Hayrabolulu Şeyh Ahmed Sarban

Tekirdağ – Hayrabolu – Eren sokak’da yer alan Hayrabolu kız öğrenci yurdunun arkasında.

Bayrami – Melami şeyhlerinden olan Hayrabolulu Şeyh Ahmed Sarban hazretleri , Hayrabolu’da doğmuştur. Doğum tarihi belli değildir. Çocukluğu ve tahsil hayatı hakkında da fazla bir bilgi bulunmamaktadır. Memleketinde devecilik yaptığı için “Sarban” lakabıyla meşhur olmuştur. Ahmed Sarban genç yaşlarında Yeniçeri Ocağı’nda 26. Ortayı meydana getiren levazımat ve ulaştırma komutanlığına kaydolmuş ve subay rütbesi alarak devecibaşılığa kadar yükselmiştir.
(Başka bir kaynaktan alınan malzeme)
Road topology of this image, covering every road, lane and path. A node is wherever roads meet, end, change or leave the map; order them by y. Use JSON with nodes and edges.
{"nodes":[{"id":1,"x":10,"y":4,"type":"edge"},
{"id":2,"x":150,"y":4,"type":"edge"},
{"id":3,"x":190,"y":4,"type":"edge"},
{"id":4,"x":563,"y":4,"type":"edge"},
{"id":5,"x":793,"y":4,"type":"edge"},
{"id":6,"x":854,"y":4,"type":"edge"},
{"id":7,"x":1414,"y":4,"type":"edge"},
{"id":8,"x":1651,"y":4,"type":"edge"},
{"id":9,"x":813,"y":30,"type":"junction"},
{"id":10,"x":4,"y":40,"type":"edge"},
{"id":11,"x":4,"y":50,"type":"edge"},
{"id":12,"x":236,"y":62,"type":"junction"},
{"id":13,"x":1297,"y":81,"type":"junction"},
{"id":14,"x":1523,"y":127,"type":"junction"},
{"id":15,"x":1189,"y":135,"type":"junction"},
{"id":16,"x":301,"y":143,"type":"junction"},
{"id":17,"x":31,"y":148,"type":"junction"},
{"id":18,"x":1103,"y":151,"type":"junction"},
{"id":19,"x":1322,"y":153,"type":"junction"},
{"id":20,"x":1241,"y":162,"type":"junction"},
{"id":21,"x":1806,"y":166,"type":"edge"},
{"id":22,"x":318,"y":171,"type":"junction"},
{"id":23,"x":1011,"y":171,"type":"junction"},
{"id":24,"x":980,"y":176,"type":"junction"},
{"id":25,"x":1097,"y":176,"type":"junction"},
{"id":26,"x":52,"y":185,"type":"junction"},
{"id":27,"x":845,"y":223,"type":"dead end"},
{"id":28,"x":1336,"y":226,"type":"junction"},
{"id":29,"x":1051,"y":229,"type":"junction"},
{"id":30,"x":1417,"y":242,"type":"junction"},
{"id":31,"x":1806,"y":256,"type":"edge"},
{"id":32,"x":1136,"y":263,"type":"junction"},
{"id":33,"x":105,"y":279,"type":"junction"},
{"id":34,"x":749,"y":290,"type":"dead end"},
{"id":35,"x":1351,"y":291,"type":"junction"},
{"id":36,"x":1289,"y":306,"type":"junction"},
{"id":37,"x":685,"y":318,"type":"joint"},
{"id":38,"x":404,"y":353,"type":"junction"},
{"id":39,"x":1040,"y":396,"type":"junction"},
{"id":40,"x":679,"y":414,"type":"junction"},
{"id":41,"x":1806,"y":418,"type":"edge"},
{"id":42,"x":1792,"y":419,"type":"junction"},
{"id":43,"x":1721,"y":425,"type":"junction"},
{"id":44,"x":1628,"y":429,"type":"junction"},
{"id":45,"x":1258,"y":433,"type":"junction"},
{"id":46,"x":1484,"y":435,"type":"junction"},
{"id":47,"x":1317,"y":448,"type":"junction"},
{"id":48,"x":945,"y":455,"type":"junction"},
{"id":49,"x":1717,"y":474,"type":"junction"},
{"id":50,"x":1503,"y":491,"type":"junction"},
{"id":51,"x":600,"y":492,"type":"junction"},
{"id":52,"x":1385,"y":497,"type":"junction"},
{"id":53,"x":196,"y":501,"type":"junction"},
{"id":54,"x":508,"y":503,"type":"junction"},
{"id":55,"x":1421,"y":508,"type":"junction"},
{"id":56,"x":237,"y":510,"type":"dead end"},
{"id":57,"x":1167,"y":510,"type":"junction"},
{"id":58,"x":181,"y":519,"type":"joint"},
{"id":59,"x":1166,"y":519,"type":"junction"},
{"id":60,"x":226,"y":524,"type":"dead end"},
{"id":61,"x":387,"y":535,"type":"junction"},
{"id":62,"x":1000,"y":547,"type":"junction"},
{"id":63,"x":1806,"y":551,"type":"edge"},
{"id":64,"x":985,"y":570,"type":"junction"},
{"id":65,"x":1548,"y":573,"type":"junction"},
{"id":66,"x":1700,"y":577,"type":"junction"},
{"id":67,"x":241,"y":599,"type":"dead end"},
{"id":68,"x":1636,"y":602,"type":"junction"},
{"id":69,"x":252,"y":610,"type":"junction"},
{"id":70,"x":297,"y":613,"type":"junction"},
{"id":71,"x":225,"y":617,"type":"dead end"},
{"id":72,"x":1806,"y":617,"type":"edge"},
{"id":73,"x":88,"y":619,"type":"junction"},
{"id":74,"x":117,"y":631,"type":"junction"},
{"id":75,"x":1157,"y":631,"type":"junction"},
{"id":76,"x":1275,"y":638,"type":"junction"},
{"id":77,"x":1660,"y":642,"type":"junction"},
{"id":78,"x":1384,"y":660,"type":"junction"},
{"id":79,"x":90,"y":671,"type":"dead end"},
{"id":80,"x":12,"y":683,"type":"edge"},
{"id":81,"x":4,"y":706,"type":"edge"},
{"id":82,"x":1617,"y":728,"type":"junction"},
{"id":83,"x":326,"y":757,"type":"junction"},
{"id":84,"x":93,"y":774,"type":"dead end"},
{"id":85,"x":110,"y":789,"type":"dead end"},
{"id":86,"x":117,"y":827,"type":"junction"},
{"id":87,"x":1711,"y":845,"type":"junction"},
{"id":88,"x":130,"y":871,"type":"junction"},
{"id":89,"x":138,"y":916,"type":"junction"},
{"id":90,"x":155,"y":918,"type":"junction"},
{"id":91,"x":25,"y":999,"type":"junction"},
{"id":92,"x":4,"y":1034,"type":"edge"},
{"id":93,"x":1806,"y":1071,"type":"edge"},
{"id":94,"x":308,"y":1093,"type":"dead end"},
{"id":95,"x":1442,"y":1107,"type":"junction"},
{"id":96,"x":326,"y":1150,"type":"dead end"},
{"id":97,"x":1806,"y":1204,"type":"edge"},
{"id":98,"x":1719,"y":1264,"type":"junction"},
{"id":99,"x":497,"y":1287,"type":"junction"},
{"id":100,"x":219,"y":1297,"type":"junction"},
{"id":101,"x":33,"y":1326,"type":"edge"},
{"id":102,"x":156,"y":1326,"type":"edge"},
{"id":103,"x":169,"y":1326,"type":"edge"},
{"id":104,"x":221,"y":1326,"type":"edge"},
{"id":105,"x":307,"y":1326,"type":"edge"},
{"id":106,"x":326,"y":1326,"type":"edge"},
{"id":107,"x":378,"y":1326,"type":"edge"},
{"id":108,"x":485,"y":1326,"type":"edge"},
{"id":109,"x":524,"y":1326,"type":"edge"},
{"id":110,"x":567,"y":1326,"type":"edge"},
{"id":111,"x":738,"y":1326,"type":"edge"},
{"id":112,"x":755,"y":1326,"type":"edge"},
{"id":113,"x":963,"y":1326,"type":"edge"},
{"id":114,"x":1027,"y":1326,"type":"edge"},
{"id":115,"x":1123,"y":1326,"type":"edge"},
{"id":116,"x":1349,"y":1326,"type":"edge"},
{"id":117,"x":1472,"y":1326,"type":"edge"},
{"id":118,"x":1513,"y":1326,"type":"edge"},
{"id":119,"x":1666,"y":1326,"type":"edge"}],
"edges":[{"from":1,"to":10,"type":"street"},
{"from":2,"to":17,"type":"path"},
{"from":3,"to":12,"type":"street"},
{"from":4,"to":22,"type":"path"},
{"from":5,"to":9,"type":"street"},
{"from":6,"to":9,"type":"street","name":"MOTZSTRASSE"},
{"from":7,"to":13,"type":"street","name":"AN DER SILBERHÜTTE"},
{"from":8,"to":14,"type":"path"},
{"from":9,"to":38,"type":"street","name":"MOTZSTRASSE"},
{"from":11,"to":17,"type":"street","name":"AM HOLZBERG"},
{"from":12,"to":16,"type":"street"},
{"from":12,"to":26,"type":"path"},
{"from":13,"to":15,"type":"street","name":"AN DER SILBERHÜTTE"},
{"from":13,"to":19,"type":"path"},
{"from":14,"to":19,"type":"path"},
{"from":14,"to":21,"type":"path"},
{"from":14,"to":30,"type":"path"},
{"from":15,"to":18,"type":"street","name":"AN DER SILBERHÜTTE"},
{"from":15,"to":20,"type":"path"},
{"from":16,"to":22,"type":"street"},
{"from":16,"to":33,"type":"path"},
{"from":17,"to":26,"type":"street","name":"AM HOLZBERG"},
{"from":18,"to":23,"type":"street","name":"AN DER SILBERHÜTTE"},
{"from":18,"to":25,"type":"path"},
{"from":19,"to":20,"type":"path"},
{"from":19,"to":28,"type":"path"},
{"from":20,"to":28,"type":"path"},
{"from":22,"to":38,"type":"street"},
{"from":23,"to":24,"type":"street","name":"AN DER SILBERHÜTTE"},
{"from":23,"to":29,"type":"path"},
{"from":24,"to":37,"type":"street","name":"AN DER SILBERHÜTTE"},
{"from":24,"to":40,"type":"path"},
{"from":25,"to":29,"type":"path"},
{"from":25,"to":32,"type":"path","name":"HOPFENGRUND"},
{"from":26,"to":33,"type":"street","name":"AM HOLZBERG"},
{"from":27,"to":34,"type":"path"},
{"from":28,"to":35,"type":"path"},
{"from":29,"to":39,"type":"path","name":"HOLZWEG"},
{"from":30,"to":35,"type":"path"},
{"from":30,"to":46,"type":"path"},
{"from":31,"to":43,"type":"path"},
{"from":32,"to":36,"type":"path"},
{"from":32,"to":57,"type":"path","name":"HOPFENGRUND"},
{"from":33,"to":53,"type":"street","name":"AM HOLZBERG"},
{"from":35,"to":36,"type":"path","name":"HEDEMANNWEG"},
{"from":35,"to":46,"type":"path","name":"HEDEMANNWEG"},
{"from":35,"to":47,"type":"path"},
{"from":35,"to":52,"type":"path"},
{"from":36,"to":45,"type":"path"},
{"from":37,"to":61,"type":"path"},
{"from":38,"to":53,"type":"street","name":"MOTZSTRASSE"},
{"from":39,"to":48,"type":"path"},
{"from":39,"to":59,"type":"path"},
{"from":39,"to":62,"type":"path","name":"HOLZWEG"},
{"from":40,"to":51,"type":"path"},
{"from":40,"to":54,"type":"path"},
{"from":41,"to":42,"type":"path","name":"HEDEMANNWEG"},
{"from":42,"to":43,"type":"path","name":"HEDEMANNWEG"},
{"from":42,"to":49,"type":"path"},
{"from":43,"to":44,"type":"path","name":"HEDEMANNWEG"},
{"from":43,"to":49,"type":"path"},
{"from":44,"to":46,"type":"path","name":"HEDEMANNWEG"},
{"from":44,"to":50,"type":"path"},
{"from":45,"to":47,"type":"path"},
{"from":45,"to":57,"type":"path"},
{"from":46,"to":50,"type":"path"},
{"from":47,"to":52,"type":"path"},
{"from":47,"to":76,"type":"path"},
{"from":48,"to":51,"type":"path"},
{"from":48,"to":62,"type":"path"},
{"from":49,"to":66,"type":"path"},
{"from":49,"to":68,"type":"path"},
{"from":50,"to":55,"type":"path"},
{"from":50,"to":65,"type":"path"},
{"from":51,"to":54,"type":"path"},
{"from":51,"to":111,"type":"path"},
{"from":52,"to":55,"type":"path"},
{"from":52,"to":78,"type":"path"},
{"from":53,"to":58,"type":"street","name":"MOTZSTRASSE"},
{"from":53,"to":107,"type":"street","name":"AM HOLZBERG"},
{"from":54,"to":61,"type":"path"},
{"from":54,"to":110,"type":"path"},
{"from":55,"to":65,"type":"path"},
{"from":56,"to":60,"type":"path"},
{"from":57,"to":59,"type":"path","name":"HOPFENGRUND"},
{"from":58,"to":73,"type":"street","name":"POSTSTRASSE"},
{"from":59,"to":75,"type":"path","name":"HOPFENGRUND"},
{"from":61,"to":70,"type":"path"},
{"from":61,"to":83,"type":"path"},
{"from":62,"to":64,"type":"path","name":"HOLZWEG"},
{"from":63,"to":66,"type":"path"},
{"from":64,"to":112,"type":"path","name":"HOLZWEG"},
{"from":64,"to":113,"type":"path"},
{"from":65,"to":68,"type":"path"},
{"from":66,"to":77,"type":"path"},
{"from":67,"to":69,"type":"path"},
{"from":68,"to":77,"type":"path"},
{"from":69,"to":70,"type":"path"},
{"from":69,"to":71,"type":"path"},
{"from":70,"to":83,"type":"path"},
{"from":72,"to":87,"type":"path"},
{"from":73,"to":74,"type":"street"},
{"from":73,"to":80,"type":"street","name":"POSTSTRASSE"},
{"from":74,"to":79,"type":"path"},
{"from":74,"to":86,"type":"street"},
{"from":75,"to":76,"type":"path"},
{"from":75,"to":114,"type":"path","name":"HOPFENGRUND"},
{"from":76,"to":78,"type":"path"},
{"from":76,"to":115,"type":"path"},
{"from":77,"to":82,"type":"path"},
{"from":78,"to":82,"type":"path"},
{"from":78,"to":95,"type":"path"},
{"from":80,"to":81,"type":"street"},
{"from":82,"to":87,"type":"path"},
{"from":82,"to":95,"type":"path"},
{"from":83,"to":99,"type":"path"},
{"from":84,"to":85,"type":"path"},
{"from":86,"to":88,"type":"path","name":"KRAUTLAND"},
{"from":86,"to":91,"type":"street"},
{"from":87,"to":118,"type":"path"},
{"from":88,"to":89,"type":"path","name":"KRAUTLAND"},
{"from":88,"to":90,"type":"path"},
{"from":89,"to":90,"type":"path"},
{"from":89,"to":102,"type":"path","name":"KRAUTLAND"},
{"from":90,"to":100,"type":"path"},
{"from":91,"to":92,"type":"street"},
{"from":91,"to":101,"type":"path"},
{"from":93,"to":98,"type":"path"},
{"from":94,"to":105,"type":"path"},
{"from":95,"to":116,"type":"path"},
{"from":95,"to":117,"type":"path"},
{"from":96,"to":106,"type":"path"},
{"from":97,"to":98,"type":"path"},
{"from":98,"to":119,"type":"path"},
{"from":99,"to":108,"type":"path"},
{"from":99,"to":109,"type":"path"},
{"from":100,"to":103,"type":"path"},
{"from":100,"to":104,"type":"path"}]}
Kanunî Sultan Süleyman’ın 940/1533-34 senesinde gerçekleştirdiği Irak Seferine devecibaşı olarak katılmış ve bu sefer esnasında Pir Ali Aksarayi ile Karaman da görüşmüş ve kendisine intisap etmiştir.Bu hizmet, onun dünya ile kalbi bağının kesilmesine yol açmış ve şeyhinden hilafet aldıktan sonra memleketine giderek vefatına kadar burada irşad faaliyetinde bulunmuştur.

Ahmed Sarban hazretlerinin; Pir Ali Sultan ile tanışmasından önce keyif ehli bir kimse olduğu ve Pîr Ali’nin ona: “Sen dünya alakası ile paslanmaya layık bir kimse değilsin; sen bir cevhersin , dünyanın süsüne ve alayişine gönül verme! ” demiştir.

Pir Ali Aksarayi‘ye intisap ettikten sonra 17 sene tasavvufi irşad ve eğitimle meşgul olan Ahmed Sarban’ın Hayrabolu daki hizmet süresi 12 yıl kadardır. Melami silsilesinde Kutubluk makamının Pir Ali Aksariyi‘den oğlu İsmail maşuki‘ye geçtiği kabul eden kaynaklar , Şeyh İsmail Maşuki’nin idamından sonra silsilesinin Ahmed Sarban Hazretleri ile devam ettiğini kaydetmektedirler.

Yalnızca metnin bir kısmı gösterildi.